··· Records ···

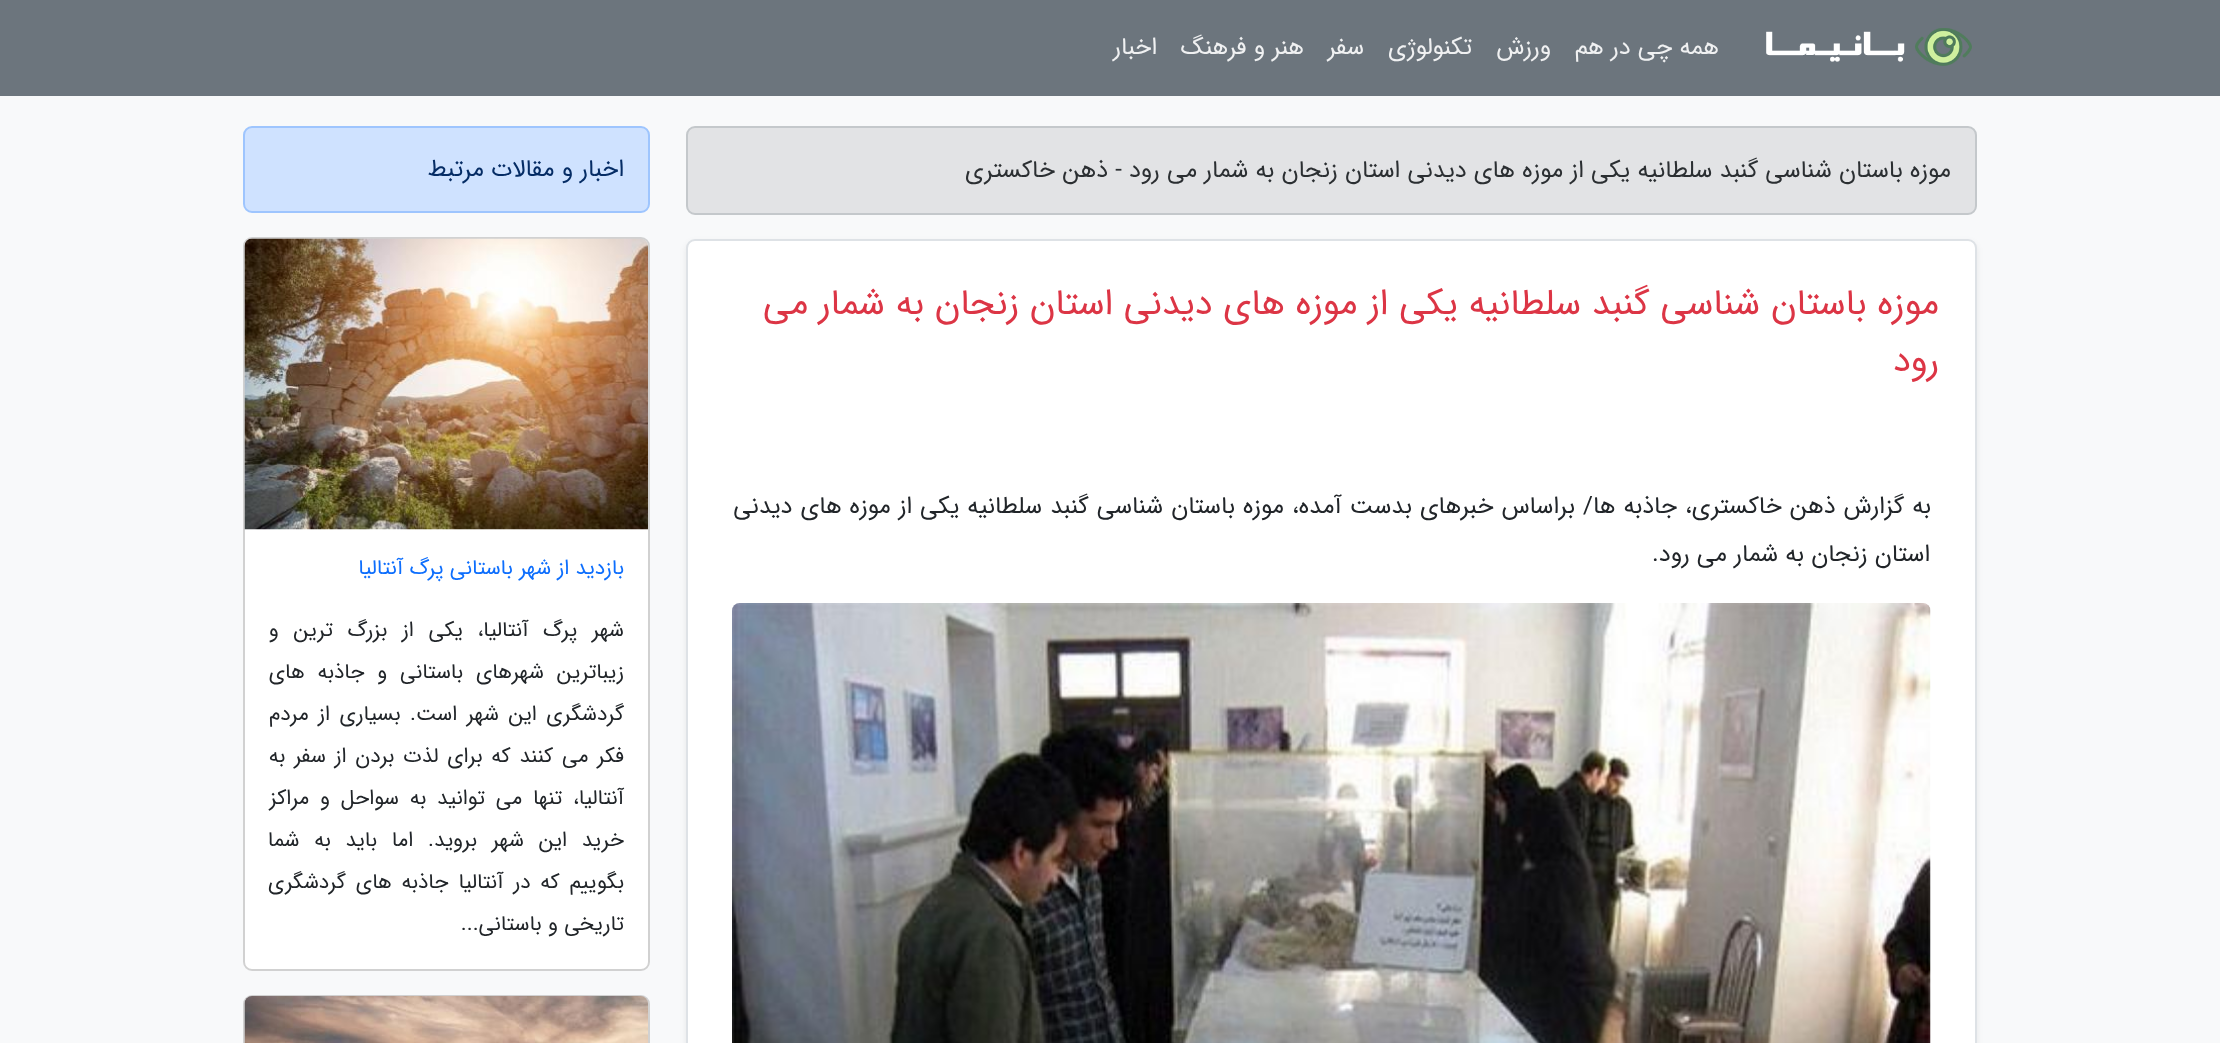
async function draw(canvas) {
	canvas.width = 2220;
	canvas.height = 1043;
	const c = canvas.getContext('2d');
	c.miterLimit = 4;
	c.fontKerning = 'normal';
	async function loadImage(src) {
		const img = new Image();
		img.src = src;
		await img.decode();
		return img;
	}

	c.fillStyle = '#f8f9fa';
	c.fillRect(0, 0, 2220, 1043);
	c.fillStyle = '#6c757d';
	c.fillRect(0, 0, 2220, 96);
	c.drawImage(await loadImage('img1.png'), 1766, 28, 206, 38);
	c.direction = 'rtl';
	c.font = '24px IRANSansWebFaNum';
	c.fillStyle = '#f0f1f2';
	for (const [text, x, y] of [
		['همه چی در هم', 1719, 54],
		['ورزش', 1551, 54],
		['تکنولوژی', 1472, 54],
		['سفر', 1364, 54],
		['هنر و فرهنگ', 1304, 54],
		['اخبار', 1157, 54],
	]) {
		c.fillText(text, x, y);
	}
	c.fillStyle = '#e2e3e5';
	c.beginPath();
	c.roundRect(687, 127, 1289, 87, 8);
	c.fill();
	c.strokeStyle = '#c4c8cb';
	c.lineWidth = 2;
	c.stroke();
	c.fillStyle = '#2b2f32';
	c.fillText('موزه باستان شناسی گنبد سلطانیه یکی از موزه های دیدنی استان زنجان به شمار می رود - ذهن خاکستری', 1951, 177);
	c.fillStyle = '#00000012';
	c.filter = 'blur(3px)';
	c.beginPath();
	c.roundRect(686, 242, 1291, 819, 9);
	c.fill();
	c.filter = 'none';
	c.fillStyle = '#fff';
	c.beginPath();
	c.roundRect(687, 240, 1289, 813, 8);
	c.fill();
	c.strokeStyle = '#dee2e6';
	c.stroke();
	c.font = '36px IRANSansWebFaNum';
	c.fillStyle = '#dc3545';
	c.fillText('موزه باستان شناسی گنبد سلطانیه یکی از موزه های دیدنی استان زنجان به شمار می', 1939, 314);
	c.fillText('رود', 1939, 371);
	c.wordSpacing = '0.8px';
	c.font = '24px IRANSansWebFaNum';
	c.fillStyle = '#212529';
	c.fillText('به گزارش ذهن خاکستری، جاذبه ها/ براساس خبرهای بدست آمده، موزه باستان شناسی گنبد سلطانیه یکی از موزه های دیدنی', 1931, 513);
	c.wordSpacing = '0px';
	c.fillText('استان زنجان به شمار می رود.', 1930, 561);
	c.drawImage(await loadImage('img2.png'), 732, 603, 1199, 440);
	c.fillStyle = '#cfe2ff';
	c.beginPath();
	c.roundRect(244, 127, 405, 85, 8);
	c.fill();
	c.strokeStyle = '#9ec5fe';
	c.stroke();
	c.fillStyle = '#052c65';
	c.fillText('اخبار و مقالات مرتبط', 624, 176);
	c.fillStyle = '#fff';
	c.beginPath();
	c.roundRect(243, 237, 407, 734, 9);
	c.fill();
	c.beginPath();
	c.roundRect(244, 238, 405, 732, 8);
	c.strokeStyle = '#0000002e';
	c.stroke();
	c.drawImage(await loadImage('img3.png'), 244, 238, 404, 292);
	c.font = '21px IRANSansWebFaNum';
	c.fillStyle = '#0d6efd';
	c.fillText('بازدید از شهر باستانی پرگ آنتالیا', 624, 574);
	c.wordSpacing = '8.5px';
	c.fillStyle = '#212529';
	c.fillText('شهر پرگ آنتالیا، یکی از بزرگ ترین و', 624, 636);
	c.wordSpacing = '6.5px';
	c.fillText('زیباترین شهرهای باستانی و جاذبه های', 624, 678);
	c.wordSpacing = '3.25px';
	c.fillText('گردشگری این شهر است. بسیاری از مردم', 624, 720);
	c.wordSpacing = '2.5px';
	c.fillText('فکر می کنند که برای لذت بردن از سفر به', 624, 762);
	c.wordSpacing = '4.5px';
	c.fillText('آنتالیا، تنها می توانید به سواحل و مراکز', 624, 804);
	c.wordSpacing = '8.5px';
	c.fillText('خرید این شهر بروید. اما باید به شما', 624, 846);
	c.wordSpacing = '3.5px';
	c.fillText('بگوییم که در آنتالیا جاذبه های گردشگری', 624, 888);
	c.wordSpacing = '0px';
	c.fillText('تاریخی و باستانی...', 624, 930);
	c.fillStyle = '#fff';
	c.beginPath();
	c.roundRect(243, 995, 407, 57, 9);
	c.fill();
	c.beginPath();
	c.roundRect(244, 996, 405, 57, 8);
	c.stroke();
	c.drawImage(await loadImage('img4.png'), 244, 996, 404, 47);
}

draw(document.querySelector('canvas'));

···

## What you are asked to do:
Reply with nothing but a number: how many lines of the entries above contain the string "اخبار"?

## The completed task:
2